◆ What is required ◆
Please filter the entries and return only the lines that include "left".

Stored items
▼▼▼
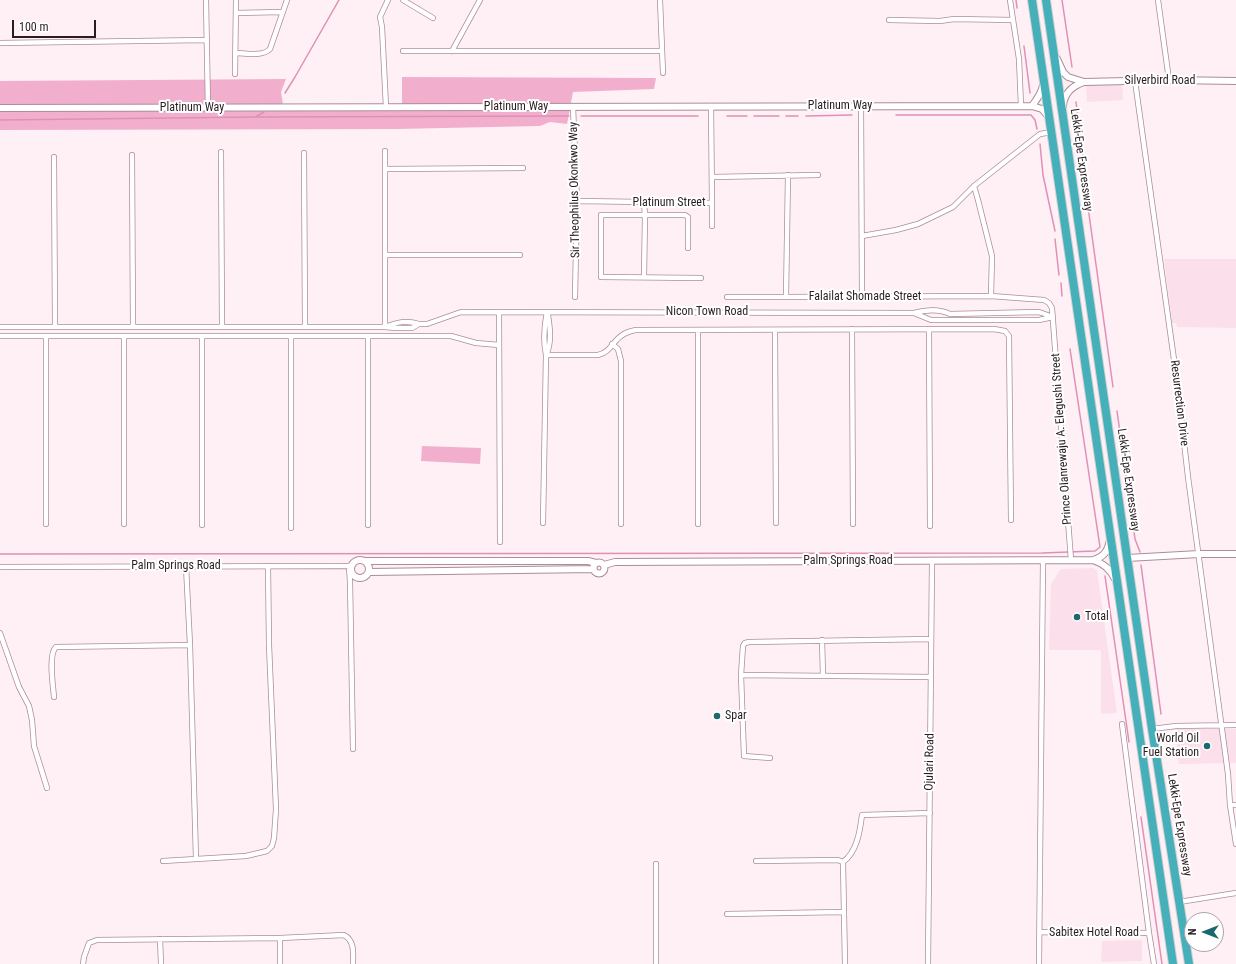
<!DOCTYPE html>
<html>
<head>
<meta charset="utf-8">
<style>
  body { margin:0 }
  #map { position:relative; width:1236px; height:964px; overflow:hidden; background:#fff0f6; font-family:"Roboto Condensed",sans-serif }
  canvas { display:block }
  .north { position:absolute; left:1184px; top:912px; width:40px; height:40px; box-sizing:border-box; background:#fff; border:1px solid #aaa5a7; border-radius:50%; rotate:270deg; font-size:11px; font-weight:700; line-height:16px; text-align:center; color:#2a1d22 }
  .north::after { content:''; display:block; margin:auto; width:14px; height:18px; background:#1b686e; clip-path:polygon(50% 0,100% 100%,50% 72%,0 100%) }
  .scale { position:absolute; left:12px; top:20px; width:84px; height:18px; box-sizing:border-box; border:2px solid #2a1d22; border-top:0; padding-left:5px; font-size:12px; line-height:14px; white-space:nowrap; color:#2a1d22; -webkit-text-stroke:3px #fff; paint-order:stroke }
</style>
</head>
<body>
<div id="map">
<canvas width="1236" height="964"></canvas>
<div class="north">N</div>
<div class="scale">100 m</div>
</div>
<script>
const context = document.querySelector('canvas').getContext('2d');
context.lineJoin = 'round';
function fill(path, color) { context.fillStyle = color; context.fill(path, 'evenodd'); }
function strokePath(path, color, width, dash) { context.strokeStyle = color; context.lineWidth = width; context.lineCap = dash ? 'butt' : 'round'; context.setLineDash(dash || []); context.stroke(path); }
function label(font, color, halo, rows, align = 'center') {
  context.font = font + ' "Roboto Condensed",sans-serif'; context.lineWidth = 4; context.setLineDash([]); context.textBaseline = 'middle'; context.strokeStyle = halo; context.fillStyle = color; for (const [text, x, y, turn = 0] of rows) {
    context.save(); context.translate(x, y); context.rotate((+turn || 0) * Math.PI / 180); context.textAlign = isNaN(turn) ? turn : align; if (halo) context.strokeText(text, 0, 0); context.fillText(text, 0, 0); context.restore();
  }
}
fill(new Path2D(`
  M1122,82l1,18 -36,2 -1,-18z
  M1164,259h72v69l-59,-1 -1,-4h-4z
  M1093,568l4,2 20,143 -16,1v-64h-52l2,-66 7,-11 3,-4z
  M1175,729h61v34l-57,1z
  M1142,940v21l-41,1 1,-21z`), '#fbe0eb');
fill(new Path2D(`
  M402,77l254,1 -2,11 -81,3 -6,32 -17,-2 -10,4 -144,3 -396,1v-49l286,-2 -5,13 3,19 54,-3 64,2z
  M422,446l59,2 -1,16 -59,-3z`), '#f1afcd');
strokePath(new Path2D(`
  M1016,0l1,8
  M1062,0l10,67
  M1024,46l6,47
  M285,93l10,-16 44,-77
  M1076,102l6,47 1,22 30,216
  M896,115h135l4,5 2,9
  M257,116l7,-4
  M581,116h117
  M727,116h20
  M754,116h25
  M786,116h12
  M806,116l46,-1
  M0,120l256,-3 313,-1
  M1040,144l3,31 12,56
  M1055,239l4,36
  M1061,283l1,13
  M1117,411l18,128 5,13
  M0,554l1042,-1 53,-2 5,-4 -30,-198
  M1141,565l20,149
  M1105,576l24,166
  M1141,817l21,147`), '#e090b6', 1.5);
const street = new Path2D(`
  M206,0l2,108
  M403,0l30,18
  M660,0l3,73
  M1010,0l9,59 2,47
  M1158,0l11,80
  M236,13l46,-1
  M889,20l51,1 14,-2 59,1
  M0,43l206,-3
  M403,51h259
  M452,51l28,-51
  M236,53c10,0 26,4 34,-4l17,-49
  M235,74l1,-74
  M1135,81l42,300 11,96 40,297 2,31 6,39
  M861,106l1,190
  M386,107l-4,-80 -2,-10 8,-17
  M573,107l4,94 -2,96
  M221,152l1,175
  M304,153l1,174
  M132,155l1,172
  M54,157l1,170
  M385,169l138,-1
  M788,175l-2,122 205,-1 53,4 5,3 3,5 19,252
  M712,177l106,-2
  M974,186l4,14 14,56 -1,40
  M577,201l135,2 -1,-97
  M644,203l1,12 -1,62
  M712,203v23
  M862,236l34,-6 22,-6 35,-17 21,-21 66,-52 12,-2
  M688,248v-31l-3,-2h-84v62l100,1
  M385,255h135
  M727,297h59
  M499,312l1,230
  M914,313l17,7h108l14,-3
  M0,327h385l11,1h16l7,-4h8l34,-12 453,1c11,-3 25,-4 36,1l89,-2 14,5
  M385,327v-176
  M385,327c12,-5 22,-7 34,-3
  M852,329l1,195
  M929,329l1,197
  M775,330l1,193
  M0,336h451l25,7 23,2
  M291,336v192
  M368,336v189
  M612,344l6,5 3,12v163
  M546,355h52c17,-4 14,-21 38,-25l358,-1 11,2 4,5 2,184
  M546,355c6,-12 4,-27 2,-40
  M543,523l3,-168c-3,-15 -2,-29 1,-43
  M46,524v-188
  M124,524v-188
  M698,524v-194
  M202,525v-189
  M186,566l4,79 6,214
  M349,566l1,16 3,167
  M0,567l352,-1
  M0,633l19,54 10,19 3,14 2,26 13,42
  M822,640l1,36
  M741,675l2,-29 2,-3 4,-1 182,-3
  M54,697c-1,-12 -6,-43 2,-50l134,-2
  M1122,724l27,209 5,31
  M1152,729l24,-3 60,-1
  M770,758l-26,-2 -3,-81 190,2
  M1230,805h6
  M163,861l83,-5 21,-5 5,-5 2,-8 2,-29 -7,-164 -1,-79
  M756,861l82,-1 5,2
  M656,864v100
  M1179,902l57,-9
  M727,914l116,-2
  M1040,932l109,1
  M280,938v26
  M160,939l1,25
  M83,964l1,-7 5,-14 8,-3 183,-2 64,-3c11,6 9,18 9,29
  M845,964l-2,-102c14,-10 17,-31 19,-47l68,-2
  M928,964l4,-403
  M1039,964l4,-403`);
const secondary = new Path2D(`
  M1057,59l6,13 5,5 16,5 85,-2 67,1
  M1032,106c5,-7 10,-13 11,-21
  M1063,106c1,-13 9,-20 21,-24
  M0,108l1032,-2 10,3 6,7
  M1127,558l72,-4h37
  M351 569a9 9 0 1 1 18 0a9 9 0 1 1-18 0Z
  M1093,560c11,4 17,9 22,19
  M365,561h223l8,2
  M593.5 568a5.5 5.5 0 1 1 11 0a5.5 5.5 0 1 1-11 0Z
  M604,565l11,-3 478,-2c11,-3 15,-9 17,-20
  M369,572l224,-3`);
const highway = new Path2D(`
  M1032,0l141,964
  M1046,0l106,729 37,235`);
strokePath(street, '#ad8c9b', 6);
strokePath(secondary, '#ad8c9b', 8);
strokePath(highway, '#d4d2d3', 10);
strokePath(street, '#fff', 4.5);
strokePath(secondary, '#fff', 6);
strokePath(highway, '#46b0ba', 8);
for (const [x, y, r, color] of [
  [1077,617,4,"#1b686e"],
  [717,716,4,"#1b686e"],
  [1207,746,4,"#1b686e"]
]) { const dot = new Path2D(); dot.arc(x, y, r, 0, 2 * Math.PI); context.fillStyle = color; context.fill(dot); strokePath(dot, '#fff', 1.5); }
label('12px', '#2a1d22', '#fff', [
  ["Silverbird Road",1160,81],
  ["Platinum Way",840,106],
  ["Platinum Way",516,107],
  ["Platinum Way",192,108],
  ["Lekki-Epe Expressway",1081,160,82],
  ["Sir Theophilus Okonkwo Way",575,190,-91],
  ["Platinum Street",669,203],
  ["Falailat Shomade Street",865,297],
  ["Nicon Town Road",707,312],
  ["Resurrection Drive",1179,403,83],
  ["Prince Olanrewaju A. Elegushi Street",1062,439,-94],
  ["Lekki-Epe Expressway",1128,480,82],
  ["Palm Springs Road",848,561],
  ["Palm Springs Road",176,566],
  ["Ojulari Road",930,762,-89],
  ["Lekki-Epe Expressway",1179,825,81],
  ["Sabitex Hotel Road",1094,933]
]);
label('12px', '#2a1d22', '#fff', [
  ["Total",1085,617],
  ["Spar",725,716],
  ["World Oil",1199,739,"right"],
  ["Fuel Station",1199,753,"right"]
], 'left');
</script>
</body>
</html>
▲▲▲
◆ Response ◆
  .north { position:absolute; left:1184px; top:912px; width:40px; height:40px; box-sizing:border-box; background:#fff; border:1px solid #aaa5a7; border-radius:50%; rotate:270deg; font-size:11px; font-weight:700; line-height:16px; text-align:center; color:#2a1d22 }
  .scale { position:absolute; left:12px; top:20px; width:84px; height:18px; box-sizing:border-box; border:2px solid #2a1d22; border-top:0; padding-left:5px; font-size:12px; line-height:14px; white-space:nowrap; color:#2a1d22; -webkit-text-stroke:3px #fff; paint-order:stroke }
], 'left');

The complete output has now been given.